You learn to spot anomalies quickly. At first you’ll be willing to take a chance; you’ll press start on the stopwatch for a man who has spent a minute or so stationary, staring at the pavement, only to find he will make an elaborately chivalrous pause to allow someone to pass a lamppost.

Pauses must be discounted from the data, but other anomalies are more borderline. In the first sample, at Marx Dormoy, one woman took an astonishing 48 seconds to cover the distance, radically altering the average from 12.07 to 15.67.

“Wouldn’t it be interesting to get inside that person’s head,” says Levine. “Measuring walking pace really gives a nice structure to people-watching.”

Tony Cross

 
But it also throws up some tricky methodological questions.

“Should we use means? Should we use medians? Should we use the Olympic scoring system and knock out the outliers?”

Do you count the children and the old people? The couples, the people wearing uncomfortable shoes, people carrying bags, people on the telephone (contrary to received ideas, mobile telephones and takeaway coffees are actually slowing the pace of life)?

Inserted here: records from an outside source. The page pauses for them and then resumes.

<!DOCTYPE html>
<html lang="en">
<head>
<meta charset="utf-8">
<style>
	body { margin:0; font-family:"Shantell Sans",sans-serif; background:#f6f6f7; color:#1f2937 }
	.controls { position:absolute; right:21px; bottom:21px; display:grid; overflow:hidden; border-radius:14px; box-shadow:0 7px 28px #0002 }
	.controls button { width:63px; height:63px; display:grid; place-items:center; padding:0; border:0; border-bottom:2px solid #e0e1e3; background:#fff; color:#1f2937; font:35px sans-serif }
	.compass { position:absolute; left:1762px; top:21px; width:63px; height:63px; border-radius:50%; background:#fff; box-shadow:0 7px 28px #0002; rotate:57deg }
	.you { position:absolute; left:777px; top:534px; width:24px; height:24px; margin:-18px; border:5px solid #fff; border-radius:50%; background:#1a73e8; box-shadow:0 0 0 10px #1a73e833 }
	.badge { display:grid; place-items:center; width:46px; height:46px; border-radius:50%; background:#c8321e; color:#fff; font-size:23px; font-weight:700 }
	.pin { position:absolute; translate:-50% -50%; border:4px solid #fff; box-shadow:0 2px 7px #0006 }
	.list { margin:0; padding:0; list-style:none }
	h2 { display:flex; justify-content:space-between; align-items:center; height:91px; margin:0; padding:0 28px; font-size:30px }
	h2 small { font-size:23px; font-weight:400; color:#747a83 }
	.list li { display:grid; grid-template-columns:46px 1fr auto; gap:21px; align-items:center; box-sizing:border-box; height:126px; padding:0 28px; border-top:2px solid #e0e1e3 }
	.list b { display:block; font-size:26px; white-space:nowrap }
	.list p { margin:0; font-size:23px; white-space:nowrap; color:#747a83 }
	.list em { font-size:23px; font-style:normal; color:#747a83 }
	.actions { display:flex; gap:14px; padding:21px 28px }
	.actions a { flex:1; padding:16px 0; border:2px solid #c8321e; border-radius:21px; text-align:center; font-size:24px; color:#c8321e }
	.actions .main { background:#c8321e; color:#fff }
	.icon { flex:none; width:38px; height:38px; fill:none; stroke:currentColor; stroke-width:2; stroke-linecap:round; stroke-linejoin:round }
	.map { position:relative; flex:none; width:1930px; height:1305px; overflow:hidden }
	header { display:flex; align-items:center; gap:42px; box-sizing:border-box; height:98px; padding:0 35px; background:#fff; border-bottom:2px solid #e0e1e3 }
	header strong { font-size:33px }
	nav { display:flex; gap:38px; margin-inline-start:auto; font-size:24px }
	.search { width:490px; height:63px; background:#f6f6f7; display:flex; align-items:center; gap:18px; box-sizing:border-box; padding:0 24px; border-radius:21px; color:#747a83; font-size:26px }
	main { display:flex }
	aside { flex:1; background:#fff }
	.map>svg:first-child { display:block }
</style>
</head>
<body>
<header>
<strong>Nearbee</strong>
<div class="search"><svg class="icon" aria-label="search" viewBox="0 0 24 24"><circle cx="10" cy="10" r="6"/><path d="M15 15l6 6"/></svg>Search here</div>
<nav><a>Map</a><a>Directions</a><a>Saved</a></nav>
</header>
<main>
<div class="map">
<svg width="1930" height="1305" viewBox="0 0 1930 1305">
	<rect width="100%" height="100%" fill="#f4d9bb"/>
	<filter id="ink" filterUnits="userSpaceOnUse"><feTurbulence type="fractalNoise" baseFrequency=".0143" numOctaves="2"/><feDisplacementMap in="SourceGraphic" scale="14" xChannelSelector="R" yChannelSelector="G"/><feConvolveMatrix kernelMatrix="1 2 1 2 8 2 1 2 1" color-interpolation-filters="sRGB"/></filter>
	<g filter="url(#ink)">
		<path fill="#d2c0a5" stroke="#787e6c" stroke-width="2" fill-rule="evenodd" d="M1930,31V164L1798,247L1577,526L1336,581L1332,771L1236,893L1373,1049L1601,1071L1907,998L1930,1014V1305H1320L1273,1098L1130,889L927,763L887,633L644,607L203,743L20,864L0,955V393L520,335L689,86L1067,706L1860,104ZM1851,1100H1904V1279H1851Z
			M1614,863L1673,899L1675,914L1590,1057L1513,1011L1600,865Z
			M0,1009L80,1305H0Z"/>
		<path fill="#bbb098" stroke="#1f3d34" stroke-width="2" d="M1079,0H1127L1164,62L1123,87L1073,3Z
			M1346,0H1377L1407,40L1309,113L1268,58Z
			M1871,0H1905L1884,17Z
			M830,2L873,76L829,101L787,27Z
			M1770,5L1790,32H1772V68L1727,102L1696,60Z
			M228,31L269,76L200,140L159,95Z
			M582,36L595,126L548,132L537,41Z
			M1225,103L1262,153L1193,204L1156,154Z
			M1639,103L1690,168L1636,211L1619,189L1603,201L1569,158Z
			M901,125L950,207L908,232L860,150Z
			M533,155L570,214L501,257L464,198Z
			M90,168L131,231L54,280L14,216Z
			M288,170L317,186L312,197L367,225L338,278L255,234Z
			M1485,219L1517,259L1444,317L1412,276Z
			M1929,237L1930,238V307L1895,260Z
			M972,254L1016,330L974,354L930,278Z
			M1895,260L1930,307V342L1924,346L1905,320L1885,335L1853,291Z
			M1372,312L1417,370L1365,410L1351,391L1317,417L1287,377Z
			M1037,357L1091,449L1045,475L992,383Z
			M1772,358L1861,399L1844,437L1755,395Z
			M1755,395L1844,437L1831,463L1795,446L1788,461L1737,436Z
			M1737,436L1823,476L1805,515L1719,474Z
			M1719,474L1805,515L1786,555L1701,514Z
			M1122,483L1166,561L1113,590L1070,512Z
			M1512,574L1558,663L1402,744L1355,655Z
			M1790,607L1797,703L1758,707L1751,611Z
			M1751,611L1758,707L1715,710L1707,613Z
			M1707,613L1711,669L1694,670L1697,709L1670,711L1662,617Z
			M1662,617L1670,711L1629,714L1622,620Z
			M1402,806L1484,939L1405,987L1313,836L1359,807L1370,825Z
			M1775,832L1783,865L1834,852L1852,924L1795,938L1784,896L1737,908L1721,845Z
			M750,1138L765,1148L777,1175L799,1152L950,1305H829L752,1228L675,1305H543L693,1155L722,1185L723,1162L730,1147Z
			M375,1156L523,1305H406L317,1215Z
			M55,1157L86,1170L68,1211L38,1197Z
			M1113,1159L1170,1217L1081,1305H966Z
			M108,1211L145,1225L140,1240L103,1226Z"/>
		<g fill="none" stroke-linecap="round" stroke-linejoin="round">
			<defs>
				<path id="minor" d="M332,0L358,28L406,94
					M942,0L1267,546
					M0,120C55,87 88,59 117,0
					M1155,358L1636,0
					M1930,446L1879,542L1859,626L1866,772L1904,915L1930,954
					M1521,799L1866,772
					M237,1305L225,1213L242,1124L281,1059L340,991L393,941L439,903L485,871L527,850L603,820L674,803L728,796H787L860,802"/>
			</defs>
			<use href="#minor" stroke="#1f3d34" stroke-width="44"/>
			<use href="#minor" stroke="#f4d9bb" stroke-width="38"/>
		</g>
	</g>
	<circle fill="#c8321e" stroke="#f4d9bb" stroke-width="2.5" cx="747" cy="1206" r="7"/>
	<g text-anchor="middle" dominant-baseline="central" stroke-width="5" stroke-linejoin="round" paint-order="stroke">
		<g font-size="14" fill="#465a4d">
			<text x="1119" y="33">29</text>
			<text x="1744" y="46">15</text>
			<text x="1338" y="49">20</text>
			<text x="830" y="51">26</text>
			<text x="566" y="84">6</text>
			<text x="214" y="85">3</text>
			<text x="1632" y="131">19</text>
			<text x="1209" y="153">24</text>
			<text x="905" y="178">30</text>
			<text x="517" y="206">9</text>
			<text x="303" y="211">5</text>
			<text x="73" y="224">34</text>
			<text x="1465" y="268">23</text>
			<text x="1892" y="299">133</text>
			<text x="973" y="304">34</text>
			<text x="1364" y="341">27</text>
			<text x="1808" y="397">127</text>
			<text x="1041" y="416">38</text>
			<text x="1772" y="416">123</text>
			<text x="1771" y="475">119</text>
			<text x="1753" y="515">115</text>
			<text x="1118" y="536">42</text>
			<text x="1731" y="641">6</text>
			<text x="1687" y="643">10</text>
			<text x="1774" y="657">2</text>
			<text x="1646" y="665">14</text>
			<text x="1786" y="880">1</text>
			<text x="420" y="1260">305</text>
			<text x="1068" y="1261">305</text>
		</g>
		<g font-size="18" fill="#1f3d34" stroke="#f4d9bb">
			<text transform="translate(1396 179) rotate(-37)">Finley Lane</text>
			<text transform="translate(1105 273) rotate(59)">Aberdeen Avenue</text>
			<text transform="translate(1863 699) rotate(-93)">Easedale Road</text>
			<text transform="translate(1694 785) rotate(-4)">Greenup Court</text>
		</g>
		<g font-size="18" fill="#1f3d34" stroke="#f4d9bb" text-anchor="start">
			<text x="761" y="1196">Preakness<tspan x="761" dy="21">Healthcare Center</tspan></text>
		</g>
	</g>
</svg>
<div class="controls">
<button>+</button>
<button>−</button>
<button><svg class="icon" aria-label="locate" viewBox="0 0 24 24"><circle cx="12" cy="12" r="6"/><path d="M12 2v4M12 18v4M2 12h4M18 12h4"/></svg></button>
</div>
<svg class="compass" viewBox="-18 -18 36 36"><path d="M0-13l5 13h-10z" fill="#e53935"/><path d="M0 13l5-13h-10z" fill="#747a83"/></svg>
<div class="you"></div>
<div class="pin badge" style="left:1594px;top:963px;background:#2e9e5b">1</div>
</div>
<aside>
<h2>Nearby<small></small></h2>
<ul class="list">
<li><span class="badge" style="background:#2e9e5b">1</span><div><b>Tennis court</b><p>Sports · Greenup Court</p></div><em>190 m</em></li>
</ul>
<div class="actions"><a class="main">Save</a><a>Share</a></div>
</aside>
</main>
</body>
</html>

In a way, you have to; they are, after all, part of the city. Taking data on a Sunday, as some of our research team did, may slow people down; but Levine agreed that this was perhaps counteracted by the inclement weather that Paris was suffering on the day.

The social scientist must beware, too, of contaminating the experiment conditions. Sticking a piece of paper on to a shop window to mark the beginning of the course next to Saint Paul metro station turned out to be a terrible idea: people stopped to read it. Still, it shows people aren’t in too much of a hurry, willing to read an upside-down flyer.

“It’s not the actual speed,” says Levine. “It’s not the few seconds that you save in a day that’s going to have an effect on the economy or on people’s success at work. It’s more the sensibility of wanting to speed up or not."

And so to the results.

 
Women scored an average of 12.57, men 12.16, giving an overall pace of 12.37 seconds. Now, though, Levine admits pace experiments can often feel like working with a sledgehammer, his 1996 data from France - in which though Paris was not sampled - produced a remarkably similar result: 12.34.

It's national.

“Those are certainly fast speeds in line with what you’d expect from a country with a vital economy,” says Levine, and he’s not surprised that Parisians demonstrate a discrepancy of more than one second between working and non-working hours.

“Paris is exhibit A of a country that holds to the importance of time," says Levine. "In the United States when we have a labour strike it’s always about money. In France carrying the torch when we see these labour strikes they’re often about time, about retirement age, the average work week. This is a very powerful statement.”